The above drills take into account the biomechanical and energy demands of wrestling related to short-term energy and aerobic conditioning. Further, a coach can manipulate the drills to take into account the 3-minute periods with intermittent bursts of energy required for successful wrestling (5). Other factors such as the order of drills or length of intervals can be manipulated to suit various workout goals and help wrestlers tolerate factors related to fatigue. Further, these drills can be used in a circuit format where wrestlers are working in groups of 3. Other activities, such as kettle bell swings, medicine ball activities, and core work, can be used to help simulate the conditioning demands of wrestling along with the drills found in this article (5).
BENEFITS OF USING BANDS
The use of resistance bands provides multiple benefits. First, wrestlers have to work in groups, which allows for some rest of the sport-specific muscles needed for the execution of the drill while also allowing for partners to engage physical activity while providing resistance. All wrestlers are active at the same time during these drills, which is not possible in many traditional strength training exercises. Further, the explosive nature of many techniques requires a coach to find suitable alternatives for the biggest and most explosive wrestlers to avoid injuring younger or less skilled teammates. The full effort required to take an opponent down or get off the bottom is hard to drill safely when mismatches occur as a result of size and experience. These drills are a safer alternative that can help stimulate the desired intensity without increasing the risk to partners trying to create the appropriate drill resistance. The most important benefit of using resistance bands is that many techniques in wrestling require a buildup of momentum and more specifically the ability to finish a technique or as in the case of a takedown, “blast through” your opponent. Research has supported that training with bands may have an advantage over other types of resistance training in helping athletes recruit a greater numbers of fast twitch muscle fibers, resulting in more power (1,2). These sport-specific examples require all wrestlers to pay attention to the specific techniques of the skill while benefiting from the principles associated with resistance training (6).

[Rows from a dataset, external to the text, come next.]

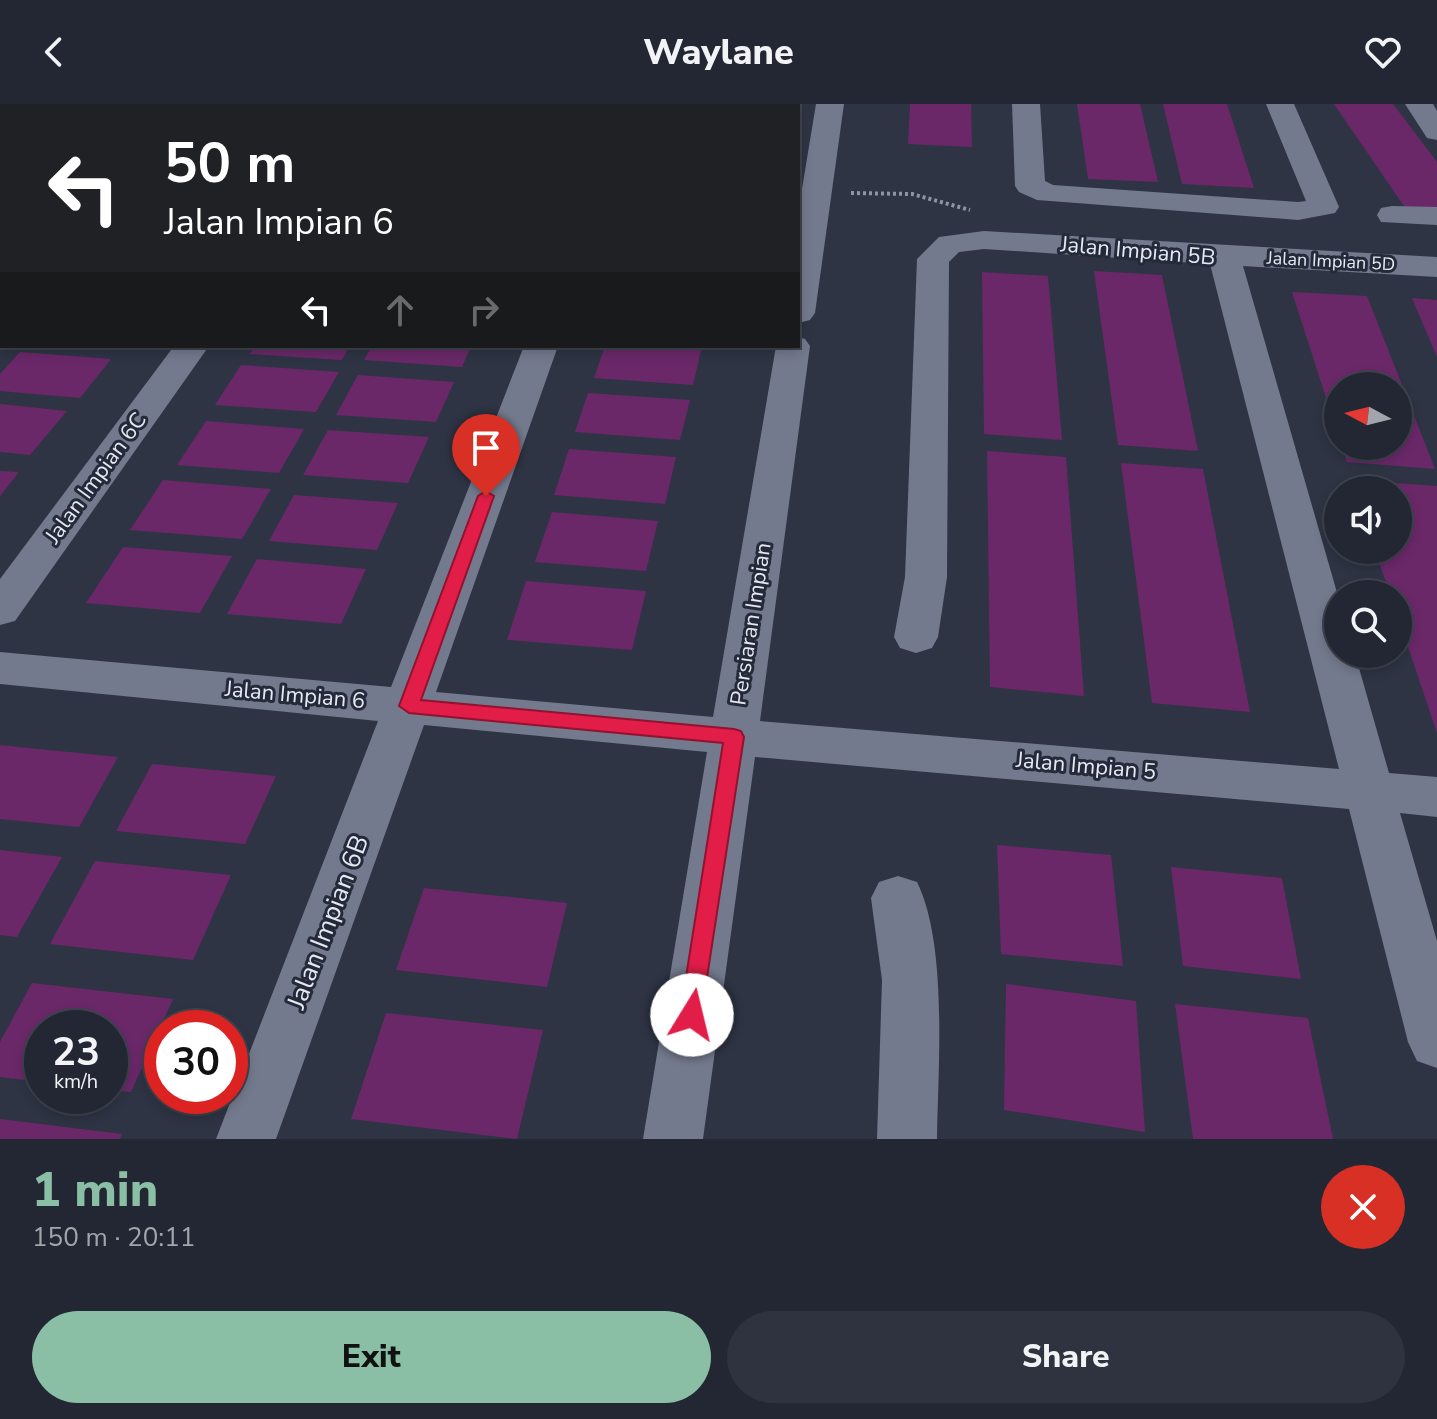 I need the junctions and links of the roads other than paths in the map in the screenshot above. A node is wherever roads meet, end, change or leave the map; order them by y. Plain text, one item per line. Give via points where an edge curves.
1 (830, 104) edge
2 (1026, 104) edge
3 (1280, 104) edge
4 (1419, 104) edge
5 (1437, 132) edge
6 (1392, 215) dead end
7 (1437, 216) edge
8 (1224, 255) junction
9 (1437, 267) edge
10 (800, 300) edge
11 (191, 348) edge
12 (540, 348) edge
13 (793, 348) edge
14 (0, 610) edge
15 (916, 637) dead end
16 (0, 668) edge
17 (409, 706) junction
18 (734, 737) junction
19 (1371, 790) junction
20 (1437, 797) edge
21 (898, 898) dead end
22 (1437, 1042) edge
23 (246, 1139) edge
24 (673, 1139) edge
25 (907, 1139) edge

1 - 10 street
2 - 3 street via 1030,186 1048,194 1298,211 1324,207
4 - 5 street
6 - 7 street
8 - 9 street, Jalan Impian 5D
8 - 15 street, Jalan Impian 5B via 984,240 950,244 933,259 926,577
8 - 19 street, Jalan Impian 5B
11 - 14 street, Jalan Impian 6C
12 - 17 street, Jalan Impian 6B
13 - 18 street, Persiaran Impian
16 - 17 street, Jalan Impian 6
17 - 18 street, Jalan Impian 6
17 - 23 street, Jalan Impian 6B
18 - 19 street, Jalan Impian 5
18 - 24 street, Persiaran Impian
19 - 20 street, Jalan Impian 5
19 - 22 street, Jalan Impian 5B
21 - 25 street via 910,980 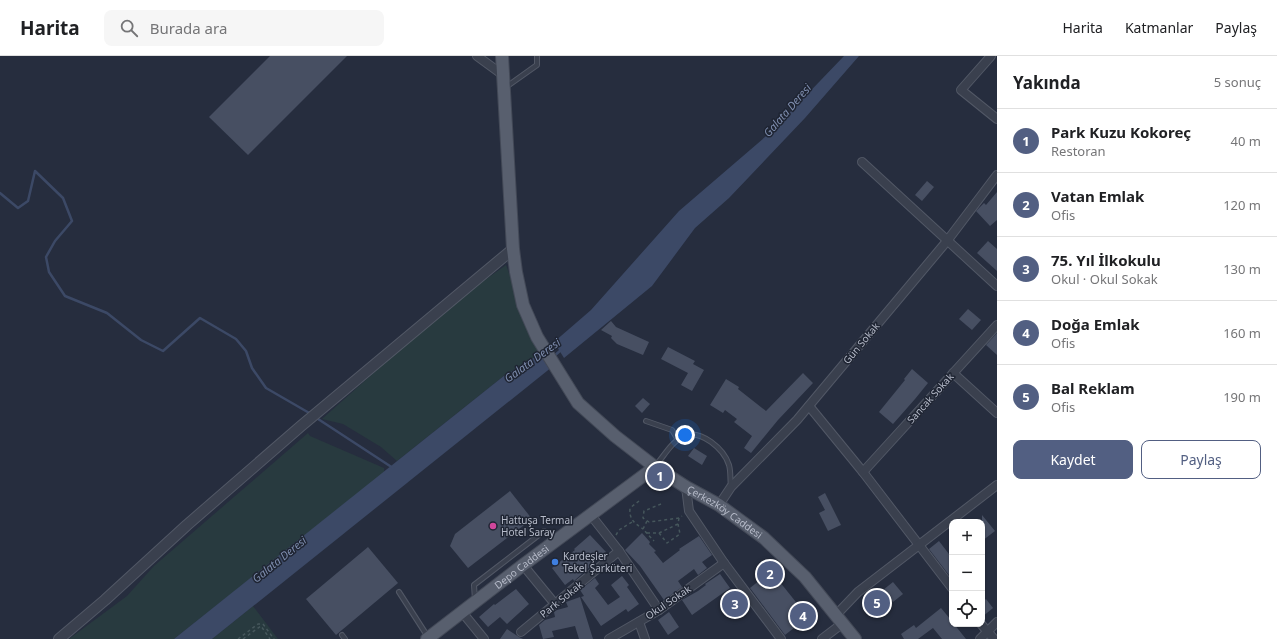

Without a doubt, the use of resistance and overload principles help athletes improve. Conditioning and also motor learning aspects of training can be facilitated using bands and simulating situations where explosive power and force are needed. This article offers a few suggestions for using resistance bands to help wrestlers in 2 key positions where power and force are required to execute techniques. Resistance bands offer an avenue for wrestlers to train and continue to improve without actual live wrestling. Further strength and power gains are possible using these functional activities when coaches are unable to devote time to the weight room.